** Dataset entries **
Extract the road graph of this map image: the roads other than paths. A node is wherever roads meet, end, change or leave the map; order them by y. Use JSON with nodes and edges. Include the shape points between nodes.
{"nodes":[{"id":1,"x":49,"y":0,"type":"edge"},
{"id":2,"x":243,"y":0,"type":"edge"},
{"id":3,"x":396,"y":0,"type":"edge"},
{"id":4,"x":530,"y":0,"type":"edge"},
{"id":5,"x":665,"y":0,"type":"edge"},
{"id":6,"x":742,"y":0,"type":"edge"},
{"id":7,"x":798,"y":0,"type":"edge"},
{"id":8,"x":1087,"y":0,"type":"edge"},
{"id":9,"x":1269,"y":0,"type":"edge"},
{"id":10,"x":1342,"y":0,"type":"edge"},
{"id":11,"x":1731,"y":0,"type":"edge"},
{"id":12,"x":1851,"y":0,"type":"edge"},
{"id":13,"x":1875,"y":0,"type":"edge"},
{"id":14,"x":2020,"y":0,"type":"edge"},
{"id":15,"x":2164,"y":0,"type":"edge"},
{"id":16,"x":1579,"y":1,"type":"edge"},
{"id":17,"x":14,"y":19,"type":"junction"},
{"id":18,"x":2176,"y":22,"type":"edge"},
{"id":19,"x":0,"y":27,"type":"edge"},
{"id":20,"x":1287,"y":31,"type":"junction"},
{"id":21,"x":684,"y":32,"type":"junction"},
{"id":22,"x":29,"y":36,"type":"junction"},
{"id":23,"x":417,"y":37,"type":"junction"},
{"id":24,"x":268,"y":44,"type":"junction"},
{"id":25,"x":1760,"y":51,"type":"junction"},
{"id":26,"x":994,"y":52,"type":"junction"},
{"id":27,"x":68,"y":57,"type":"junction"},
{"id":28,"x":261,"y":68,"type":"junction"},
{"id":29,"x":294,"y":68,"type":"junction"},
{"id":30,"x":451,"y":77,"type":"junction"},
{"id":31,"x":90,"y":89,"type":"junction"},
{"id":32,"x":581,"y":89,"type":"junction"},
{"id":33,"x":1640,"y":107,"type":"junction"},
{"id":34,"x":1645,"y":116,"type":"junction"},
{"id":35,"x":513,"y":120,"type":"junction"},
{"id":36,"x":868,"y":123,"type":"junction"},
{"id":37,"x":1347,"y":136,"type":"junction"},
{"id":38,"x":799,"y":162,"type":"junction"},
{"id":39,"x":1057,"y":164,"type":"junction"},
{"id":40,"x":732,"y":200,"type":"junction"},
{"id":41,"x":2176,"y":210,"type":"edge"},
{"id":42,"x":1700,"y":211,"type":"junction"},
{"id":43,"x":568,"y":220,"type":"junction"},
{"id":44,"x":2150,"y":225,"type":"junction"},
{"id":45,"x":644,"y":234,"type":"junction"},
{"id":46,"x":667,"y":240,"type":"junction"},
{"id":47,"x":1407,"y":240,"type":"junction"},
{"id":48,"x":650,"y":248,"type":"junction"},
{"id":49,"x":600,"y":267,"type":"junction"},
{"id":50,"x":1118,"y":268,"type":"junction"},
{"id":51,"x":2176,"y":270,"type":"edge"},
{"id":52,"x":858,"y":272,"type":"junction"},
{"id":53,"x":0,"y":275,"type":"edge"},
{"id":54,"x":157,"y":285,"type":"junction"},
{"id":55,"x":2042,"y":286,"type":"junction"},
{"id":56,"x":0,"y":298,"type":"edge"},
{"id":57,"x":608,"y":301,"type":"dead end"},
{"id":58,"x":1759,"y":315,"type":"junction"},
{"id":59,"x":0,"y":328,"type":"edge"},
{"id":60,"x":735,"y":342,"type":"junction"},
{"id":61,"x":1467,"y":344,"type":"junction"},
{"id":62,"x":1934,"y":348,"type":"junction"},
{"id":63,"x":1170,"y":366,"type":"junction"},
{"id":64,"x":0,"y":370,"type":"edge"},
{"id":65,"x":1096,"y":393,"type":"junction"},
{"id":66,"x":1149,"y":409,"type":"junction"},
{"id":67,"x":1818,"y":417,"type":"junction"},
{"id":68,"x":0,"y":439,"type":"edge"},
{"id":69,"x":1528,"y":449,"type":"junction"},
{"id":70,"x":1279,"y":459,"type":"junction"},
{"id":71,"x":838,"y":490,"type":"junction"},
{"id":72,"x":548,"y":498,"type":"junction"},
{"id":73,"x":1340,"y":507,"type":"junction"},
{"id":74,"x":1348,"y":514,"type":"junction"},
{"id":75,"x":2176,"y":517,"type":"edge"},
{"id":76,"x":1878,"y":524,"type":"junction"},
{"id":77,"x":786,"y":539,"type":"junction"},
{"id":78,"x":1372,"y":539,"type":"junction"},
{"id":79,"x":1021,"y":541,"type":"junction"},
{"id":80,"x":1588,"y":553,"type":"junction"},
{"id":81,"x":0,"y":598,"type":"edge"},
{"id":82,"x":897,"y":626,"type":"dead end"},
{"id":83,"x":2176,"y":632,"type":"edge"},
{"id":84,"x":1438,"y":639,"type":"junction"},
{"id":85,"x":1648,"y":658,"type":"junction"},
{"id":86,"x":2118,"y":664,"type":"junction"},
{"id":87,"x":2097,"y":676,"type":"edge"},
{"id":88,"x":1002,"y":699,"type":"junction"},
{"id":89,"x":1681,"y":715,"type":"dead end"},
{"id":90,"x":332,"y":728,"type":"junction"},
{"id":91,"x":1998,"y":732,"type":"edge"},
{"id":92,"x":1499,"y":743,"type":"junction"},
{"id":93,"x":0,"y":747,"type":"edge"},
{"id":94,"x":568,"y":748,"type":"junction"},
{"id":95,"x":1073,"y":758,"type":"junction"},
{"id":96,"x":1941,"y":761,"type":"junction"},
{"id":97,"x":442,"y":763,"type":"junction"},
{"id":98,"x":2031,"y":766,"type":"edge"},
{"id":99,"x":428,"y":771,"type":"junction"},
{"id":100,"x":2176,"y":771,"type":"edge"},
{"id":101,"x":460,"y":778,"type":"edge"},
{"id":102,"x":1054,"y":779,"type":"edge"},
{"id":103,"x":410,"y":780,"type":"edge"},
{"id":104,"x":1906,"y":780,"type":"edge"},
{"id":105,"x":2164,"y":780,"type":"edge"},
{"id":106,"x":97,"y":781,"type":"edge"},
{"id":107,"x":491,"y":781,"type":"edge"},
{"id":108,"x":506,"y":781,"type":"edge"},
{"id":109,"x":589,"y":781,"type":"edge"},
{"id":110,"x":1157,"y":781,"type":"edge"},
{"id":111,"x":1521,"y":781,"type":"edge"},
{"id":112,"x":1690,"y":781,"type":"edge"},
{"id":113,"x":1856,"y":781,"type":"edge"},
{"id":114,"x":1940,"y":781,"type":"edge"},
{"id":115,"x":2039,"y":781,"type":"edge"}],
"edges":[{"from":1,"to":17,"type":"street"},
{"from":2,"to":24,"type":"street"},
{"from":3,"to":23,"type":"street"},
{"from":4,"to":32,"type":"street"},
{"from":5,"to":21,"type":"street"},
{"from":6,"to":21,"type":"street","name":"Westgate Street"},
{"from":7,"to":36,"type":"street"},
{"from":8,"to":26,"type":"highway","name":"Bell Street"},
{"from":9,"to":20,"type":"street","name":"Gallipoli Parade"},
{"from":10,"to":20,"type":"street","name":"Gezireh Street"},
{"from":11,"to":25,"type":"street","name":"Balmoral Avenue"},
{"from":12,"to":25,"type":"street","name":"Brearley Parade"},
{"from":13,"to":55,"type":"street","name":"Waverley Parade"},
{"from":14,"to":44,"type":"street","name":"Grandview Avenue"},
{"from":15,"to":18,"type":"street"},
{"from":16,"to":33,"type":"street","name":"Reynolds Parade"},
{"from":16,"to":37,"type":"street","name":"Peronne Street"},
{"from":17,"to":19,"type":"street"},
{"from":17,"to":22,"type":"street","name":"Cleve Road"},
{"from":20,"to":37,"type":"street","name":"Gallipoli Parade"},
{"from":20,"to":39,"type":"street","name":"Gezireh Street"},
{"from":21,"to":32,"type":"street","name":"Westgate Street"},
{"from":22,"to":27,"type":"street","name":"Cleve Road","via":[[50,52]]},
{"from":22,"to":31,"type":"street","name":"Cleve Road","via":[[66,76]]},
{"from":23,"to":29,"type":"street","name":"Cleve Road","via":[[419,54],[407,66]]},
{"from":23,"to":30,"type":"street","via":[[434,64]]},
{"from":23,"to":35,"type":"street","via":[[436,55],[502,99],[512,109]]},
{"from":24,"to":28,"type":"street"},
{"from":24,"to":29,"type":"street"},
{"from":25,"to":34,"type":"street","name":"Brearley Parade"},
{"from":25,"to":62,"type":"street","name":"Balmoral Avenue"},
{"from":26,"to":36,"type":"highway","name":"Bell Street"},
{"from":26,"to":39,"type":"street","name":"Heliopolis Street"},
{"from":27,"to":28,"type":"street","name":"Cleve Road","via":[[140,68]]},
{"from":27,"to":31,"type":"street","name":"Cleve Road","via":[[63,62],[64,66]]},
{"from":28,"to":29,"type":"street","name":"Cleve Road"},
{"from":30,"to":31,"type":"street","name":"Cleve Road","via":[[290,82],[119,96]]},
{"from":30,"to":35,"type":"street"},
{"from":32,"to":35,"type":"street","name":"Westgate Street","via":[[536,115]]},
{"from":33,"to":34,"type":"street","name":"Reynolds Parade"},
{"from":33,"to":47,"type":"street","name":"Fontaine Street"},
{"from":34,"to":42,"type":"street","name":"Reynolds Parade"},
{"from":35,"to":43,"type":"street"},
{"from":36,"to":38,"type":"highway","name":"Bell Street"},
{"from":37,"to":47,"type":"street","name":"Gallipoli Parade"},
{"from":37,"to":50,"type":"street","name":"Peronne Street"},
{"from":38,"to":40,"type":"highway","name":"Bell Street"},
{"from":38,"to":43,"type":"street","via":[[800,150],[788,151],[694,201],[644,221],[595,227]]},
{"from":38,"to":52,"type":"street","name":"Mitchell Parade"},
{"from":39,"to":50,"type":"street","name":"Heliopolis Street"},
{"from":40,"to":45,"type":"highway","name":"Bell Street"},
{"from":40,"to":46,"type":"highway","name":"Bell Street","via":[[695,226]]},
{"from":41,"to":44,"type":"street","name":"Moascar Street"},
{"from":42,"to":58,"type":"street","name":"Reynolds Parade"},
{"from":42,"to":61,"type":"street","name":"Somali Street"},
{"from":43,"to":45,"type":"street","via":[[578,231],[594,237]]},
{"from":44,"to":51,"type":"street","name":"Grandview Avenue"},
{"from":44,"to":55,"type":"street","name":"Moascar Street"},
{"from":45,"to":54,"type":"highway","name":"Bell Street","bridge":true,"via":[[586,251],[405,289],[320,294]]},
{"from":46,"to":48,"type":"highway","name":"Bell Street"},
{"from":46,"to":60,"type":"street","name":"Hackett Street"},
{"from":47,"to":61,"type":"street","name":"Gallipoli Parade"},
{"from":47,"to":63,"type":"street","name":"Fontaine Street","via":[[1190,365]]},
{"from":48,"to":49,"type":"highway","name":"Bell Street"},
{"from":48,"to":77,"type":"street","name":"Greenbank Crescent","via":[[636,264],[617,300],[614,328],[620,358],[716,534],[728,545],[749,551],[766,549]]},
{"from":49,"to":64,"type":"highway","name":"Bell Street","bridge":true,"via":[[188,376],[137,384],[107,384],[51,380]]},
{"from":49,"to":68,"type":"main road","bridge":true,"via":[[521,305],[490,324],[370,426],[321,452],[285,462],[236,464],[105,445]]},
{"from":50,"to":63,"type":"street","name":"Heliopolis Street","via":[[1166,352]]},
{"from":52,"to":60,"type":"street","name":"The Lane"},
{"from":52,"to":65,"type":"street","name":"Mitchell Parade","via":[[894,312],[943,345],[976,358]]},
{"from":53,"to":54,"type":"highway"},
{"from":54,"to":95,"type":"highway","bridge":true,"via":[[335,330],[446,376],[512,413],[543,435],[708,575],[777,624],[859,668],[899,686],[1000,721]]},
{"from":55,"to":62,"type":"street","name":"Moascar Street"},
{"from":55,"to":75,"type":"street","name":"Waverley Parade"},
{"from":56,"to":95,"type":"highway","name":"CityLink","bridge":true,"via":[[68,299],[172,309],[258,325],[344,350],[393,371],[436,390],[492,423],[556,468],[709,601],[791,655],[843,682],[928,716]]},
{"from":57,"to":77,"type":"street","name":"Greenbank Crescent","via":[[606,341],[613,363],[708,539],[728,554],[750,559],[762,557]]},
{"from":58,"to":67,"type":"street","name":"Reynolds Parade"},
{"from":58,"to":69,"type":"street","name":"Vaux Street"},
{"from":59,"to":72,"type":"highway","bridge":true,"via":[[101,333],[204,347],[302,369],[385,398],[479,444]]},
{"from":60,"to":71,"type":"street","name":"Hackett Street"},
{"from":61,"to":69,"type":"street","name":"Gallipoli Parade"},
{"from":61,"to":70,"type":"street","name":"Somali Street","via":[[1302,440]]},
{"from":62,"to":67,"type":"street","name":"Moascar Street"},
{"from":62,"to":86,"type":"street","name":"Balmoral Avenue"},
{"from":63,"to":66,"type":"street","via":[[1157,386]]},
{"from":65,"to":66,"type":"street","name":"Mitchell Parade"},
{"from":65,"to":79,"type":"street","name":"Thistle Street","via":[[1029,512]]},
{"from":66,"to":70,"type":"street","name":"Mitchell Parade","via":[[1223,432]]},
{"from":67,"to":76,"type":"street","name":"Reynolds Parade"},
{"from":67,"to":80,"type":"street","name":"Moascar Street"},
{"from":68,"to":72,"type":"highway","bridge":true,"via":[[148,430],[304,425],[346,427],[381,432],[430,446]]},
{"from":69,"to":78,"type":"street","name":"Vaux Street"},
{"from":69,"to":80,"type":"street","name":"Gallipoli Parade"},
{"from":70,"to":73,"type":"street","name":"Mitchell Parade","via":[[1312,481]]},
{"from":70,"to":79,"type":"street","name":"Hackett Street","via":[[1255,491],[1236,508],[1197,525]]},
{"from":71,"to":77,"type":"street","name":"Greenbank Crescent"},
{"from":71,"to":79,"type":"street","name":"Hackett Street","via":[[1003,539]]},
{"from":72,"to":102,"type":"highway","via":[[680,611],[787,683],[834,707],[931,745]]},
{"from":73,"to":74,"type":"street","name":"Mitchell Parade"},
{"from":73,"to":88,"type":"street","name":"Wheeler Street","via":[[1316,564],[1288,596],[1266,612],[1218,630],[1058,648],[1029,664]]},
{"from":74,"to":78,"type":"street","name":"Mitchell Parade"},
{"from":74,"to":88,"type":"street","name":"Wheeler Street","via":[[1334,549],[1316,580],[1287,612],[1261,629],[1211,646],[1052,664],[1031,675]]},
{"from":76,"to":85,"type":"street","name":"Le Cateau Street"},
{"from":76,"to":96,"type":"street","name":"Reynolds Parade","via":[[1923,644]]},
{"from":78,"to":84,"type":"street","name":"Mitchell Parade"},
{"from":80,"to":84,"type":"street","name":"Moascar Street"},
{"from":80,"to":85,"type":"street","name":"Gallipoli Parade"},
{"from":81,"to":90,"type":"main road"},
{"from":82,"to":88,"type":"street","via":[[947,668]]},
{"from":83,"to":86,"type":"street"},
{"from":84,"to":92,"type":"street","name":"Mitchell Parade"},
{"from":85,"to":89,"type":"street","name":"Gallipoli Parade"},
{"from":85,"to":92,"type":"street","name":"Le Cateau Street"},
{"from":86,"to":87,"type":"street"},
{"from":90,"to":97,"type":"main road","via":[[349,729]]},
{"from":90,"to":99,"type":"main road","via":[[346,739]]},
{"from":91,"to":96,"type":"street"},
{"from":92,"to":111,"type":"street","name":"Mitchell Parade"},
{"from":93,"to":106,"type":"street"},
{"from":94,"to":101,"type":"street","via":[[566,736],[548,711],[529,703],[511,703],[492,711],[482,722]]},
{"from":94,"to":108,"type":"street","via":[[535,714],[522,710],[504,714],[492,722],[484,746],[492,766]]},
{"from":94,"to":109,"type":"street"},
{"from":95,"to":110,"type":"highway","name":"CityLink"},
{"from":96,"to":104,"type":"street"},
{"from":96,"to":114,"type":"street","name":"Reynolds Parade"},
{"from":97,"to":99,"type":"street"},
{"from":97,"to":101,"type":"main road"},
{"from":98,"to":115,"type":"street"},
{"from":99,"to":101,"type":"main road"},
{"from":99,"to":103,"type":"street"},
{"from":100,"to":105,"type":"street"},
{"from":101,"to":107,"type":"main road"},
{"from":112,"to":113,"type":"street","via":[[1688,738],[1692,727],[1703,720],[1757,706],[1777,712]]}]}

** Task directions **
Look through the entries and copy every line in which the string "Vaux" appears.

** The answer **
{"from":58,"to":69,"type":"street","name":"Vaux Street"},
{"from":69,"to":78,"type":"street","name":"Vaux Street"},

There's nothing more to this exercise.